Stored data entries

*** Block opens ***

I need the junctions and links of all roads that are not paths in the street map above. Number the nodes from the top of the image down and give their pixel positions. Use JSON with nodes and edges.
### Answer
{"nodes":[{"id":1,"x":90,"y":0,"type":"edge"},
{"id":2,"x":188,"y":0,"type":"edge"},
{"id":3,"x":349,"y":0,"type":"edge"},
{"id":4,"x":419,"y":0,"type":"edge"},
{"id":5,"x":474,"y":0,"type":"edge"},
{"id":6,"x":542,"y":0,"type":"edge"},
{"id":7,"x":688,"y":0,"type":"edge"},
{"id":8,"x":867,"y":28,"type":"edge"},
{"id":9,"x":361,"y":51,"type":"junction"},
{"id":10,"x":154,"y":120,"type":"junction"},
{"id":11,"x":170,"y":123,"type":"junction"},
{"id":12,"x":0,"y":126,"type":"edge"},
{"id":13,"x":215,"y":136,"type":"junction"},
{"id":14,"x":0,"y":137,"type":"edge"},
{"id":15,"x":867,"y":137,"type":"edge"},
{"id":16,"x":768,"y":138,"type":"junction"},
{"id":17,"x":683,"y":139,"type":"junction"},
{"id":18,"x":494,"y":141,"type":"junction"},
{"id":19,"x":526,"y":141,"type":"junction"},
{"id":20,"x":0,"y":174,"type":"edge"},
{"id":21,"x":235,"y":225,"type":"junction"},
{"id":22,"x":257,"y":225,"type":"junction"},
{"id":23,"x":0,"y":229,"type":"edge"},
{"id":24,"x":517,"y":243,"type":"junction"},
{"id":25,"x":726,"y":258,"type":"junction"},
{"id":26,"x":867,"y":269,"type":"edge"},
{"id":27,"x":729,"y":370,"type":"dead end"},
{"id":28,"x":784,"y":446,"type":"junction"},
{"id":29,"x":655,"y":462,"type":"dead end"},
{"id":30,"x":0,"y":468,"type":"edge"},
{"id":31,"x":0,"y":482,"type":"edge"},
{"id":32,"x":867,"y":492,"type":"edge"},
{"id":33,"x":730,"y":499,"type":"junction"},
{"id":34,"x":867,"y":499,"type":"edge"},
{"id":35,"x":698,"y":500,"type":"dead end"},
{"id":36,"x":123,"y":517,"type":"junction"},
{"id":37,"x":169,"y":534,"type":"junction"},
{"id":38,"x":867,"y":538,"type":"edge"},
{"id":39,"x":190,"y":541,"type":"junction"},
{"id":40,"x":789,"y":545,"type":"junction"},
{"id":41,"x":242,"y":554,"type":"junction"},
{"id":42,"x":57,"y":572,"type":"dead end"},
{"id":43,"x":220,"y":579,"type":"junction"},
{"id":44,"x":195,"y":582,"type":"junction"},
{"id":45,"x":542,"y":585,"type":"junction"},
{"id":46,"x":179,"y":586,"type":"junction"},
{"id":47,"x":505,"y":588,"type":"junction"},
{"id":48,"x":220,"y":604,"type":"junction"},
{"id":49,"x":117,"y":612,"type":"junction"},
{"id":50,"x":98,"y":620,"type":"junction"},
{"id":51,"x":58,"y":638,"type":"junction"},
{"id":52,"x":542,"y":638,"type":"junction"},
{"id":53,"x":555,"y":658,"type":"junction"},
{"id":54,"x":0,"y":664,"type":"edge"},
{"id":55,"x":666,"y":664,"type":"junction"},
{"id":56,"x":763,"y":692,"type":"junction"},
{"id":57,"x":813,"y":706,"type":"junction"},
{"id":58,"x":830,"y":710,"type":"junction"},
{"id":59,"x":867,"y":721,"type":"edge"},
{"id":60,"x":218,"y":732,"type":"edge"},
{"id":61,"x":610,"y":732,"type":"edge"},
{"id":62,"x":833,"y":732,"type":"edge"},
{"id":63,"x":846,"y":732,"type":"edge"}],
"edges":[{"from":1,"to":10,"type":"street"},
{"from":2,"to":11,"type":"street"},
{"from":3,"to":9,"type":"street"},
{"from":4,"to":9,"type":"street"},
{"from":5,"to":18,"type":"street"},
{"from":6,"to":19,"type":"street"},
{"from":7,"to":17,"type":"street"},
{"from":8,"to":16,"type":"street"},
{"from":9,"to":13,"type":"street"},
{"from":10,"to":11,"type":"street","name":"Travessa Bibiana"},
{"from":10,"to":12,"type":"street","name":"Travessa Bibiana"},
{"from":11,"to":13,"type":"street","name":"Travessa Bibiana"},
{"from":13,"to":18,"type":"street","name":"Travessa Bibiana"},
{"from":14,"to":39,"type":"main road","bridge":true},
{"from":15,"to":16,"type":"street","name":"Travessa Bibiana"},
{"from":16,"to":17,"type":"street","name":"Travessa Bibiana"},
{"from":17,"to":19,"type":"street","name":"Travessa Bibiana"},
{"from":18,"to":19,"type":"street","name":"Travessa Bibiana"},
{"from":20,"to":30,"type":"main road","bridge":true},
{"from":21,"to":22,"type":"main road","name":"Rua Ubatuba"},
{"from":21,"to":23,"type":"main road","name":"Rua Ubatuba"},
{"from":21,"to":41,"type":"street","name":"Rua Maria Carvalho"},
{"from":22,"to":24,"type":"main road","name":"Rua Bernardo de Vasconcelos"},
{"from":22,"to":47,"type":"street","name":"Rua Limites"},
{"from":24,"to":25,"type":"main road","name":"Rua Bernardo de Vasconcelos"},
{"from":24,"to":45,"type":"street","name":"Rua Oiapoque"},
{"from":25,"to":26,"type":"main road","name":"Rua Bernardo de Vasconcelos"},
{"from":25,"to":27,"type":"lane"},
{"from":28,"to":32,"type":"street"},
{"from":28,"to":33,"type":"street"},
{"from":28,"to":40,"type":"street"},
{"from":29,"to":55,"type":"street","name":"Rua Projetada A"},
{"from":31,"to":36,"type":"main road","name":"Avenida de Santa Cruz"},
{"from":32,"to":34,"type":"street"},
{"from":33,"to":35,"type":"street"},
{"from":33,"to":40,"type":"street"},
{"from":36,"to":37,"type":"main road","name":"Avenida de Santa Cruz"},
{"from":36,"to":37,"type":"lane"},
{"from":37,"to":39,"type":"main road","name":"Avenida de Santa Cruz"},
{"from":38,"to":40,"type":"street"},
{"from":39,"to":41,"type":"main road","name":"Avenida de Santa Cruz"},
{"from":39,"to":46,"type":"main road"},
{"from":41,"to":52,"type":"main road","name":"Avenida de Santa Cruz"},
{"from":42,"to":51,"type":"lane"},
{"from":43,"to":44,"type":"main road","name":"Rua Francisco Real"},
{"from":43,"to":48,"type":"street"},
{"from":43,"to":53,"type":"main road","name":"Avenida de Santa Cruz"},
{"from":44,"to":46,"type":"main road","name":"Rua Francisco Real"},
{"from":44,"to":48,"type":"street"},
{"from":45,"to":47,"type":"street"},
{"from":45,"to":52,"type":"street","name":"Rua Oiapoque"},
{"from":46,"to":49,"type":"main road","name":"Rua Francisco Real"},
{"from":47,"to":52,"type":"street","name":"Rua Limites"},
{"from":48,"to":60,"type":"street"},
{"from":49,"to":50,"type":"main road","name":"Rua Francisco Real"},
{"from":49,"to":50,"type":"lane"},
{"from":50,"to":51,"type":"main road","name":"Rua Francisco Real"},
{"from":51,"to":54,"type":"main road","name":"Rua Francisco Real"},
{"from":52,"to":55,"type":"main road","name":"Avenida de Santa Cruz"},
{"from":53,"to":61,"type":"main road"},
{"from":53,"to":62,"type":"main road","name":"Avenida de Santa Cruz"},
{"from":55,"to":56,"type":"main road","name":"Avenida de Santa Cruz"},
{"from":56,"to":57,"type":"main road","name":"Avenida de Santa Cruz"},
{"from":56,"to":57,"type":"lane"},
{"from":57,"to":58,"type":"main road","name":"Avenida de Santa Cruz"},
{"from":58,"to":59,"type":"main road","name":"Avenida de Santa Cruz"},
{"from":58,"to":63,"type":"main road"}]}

*** Block closes ***

Exercise goal
Go line by line through the data and copy any that contain "true".

Solution
{"from":14,"to":39,"type":"main road","bridge":true},
{"from":20,"to":30,"type":"main road","bridge":true},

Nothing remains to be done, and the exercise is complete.